CHICAGO, March 7 (Reuters) - The fatal wee-hours car race that sent a 2002 Ford Mustang careening into a major oil pipeline in Illinois at the weekend was a freak occurance, although vehicular accidents have caused other pipeline spills.
The accident occurred in an industrial zone of New Lenox township south of Chicago after the car, apparently racing with another, spun out of control and smashed through a chain-link fence before ramming into the pipeline operated by Enbridge Inc. , spilling 20,000 gallons of crude oil.
Preliminary reports indicated that driver of the Mustang was racing a 2006 Chevy Trailblazer, and both were “traveling at a high rate of speed,” said Kathy Hoffmeyer of the Will County Sheriff’s office that investigated the accident.
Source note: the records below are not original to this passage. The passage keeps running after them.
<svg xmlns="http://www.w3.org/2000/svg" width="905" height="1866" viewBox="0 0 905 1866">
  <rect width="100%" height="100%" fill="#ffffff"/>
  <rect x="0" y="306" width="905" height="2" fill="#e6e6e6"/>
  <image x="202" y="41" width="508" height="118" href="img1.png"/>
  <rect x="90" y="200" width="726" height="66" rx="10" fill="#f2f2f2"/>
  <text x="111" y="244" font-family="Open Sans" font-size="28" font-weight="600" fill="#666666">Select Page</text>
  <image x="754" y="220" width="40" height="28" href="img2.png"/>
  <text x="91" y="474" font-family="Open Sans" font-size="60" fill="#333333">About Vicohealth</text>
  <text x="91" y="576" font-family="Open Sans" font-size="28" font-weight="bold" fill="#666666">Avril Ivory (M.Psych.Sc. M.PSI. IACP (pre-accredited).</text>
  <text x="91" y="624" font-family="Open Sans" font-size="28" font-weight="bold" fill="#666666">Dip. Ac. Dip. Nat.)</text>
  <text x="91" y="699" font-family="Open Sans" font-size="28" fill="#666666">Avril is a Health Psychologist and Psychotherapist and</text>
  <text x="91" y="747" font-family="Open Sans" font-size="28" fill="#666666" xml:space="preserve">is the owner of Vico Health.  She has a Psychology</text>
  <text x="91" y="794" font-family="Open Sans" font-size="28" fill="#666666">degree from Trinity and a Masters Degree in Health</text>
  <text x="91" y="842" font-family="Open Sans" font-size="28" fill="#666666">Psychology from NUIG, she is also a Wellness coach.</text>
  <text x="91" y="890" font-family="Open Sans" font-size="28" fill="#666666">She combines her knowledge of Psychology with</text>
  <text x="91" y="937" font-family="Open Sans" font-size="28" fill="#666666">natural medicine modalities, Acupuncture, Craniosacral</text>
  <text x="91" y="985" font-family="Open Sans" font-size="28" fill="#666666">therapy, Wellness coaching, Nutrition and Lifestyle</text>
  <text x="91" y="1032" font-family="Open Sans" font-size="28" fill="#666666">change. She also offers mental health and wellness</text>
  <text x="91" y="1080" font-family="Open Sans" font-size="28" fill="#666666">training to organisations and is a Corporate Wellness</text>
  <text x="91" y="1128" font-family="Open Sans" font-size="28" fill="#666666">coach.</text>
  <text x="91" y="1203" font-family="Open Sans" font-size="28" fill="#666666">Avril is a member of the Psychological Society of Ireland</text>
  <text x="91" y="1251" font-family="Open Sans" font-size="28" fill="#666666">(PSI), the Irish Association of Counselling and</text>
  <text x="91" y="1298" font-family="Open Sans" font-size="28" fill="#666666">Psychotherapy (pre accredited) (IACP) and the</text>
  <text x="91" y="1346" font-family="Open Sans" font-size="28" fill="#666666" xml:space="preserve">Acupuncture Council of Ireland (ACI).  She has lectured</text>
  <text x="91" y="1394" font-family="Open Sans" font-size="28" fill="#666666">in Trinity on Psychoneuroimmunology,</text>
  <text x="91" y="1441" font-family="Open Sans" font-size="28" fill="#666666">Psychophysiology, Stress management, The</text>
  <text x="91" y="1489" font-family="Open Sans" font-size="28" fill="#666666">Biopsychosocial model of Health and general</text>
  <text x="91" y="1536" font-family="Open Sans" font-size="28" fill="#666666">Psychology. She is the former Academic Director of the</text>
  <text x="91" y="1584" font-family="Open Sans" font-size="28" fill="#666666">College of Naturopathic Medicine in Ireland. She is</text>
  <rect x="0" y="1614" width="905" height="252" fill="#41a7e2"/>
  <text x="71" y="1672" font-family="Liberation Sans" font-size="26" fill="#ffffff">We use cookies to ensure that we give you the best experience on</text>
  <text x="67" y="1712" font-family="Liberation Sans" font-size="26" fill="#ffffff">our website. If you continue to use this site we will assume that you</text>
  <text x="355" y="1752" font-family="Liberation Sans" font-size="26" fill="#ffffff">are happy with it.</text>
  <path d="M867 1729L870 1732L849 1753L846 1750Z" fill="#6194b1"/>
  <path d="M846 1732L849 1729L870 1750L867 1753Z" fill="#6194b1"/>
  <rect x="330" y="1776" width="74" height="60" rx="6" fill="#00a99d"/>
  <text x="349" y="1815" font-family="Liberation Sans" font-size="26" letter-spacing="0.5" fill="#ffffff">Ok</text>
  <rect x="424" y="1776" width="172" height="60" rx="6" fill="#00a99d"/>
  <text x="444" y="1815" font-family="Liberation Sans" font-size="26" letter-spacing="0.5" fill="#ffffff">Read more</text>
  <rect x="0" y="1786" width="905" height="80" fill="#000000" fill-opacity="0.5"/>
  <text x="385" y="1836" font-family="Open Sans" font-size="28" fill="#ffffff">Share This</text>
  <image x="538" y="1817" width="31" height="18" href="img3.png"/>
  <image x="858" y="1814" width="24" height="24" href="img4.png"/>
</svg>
The accident was rare but not unprecedented.
Pipeline incidents involving vehicles other than excavators working in the area totaled 2.2 percent of 10,276 such incidents reported to the Department of Transportation’s Pipeline and Hazardous Materials Safety Administration (PHMSA) from 1992 to 2011, according to the agency’s data.
Those incidents were responsible for 13 of a total 384 fatalities, the data show. The biggest cause of fatalities was excavation near pipelines, accounting for 38 percent.
Carl Weimer, executive director of Pipeline Safety Trust, a nonprofit advocacy group that promotes fuel transportation safety, said there should be better safety standards governing how closely a pipeline can be sited near a busy road, but he did not see any particular remedies that would have prevented the accident in New Lennox.
“This accident is kind of an anomaly,” Weimar said.
New Lenox Fire Chief Jon Mead, one of the first to arrive at the scene, said the vehicle hit an area of the pipeline used to launch remotely controled mechanical devices called pigs that check the pipes for safety or clean them.
“There was fire everywhere,” he said. He worked alongside about 20 firefighters and three tankers with 3,000 gallons of water each to fight the fire. “There were puddles of fire.”
“A fire at the pipeline that size is a rarity. We had it under control in about half an hour and it was put out after two hours,” said Mead, a 30-year veteran of the department.
The clean-up operations were continuing around the clock, with boxes of contaminated soil being removed from the scene on Wednesday, while nearby wells and air quality were being monitored, said Maggie Carson of the Illinois Environmental Protection Agency.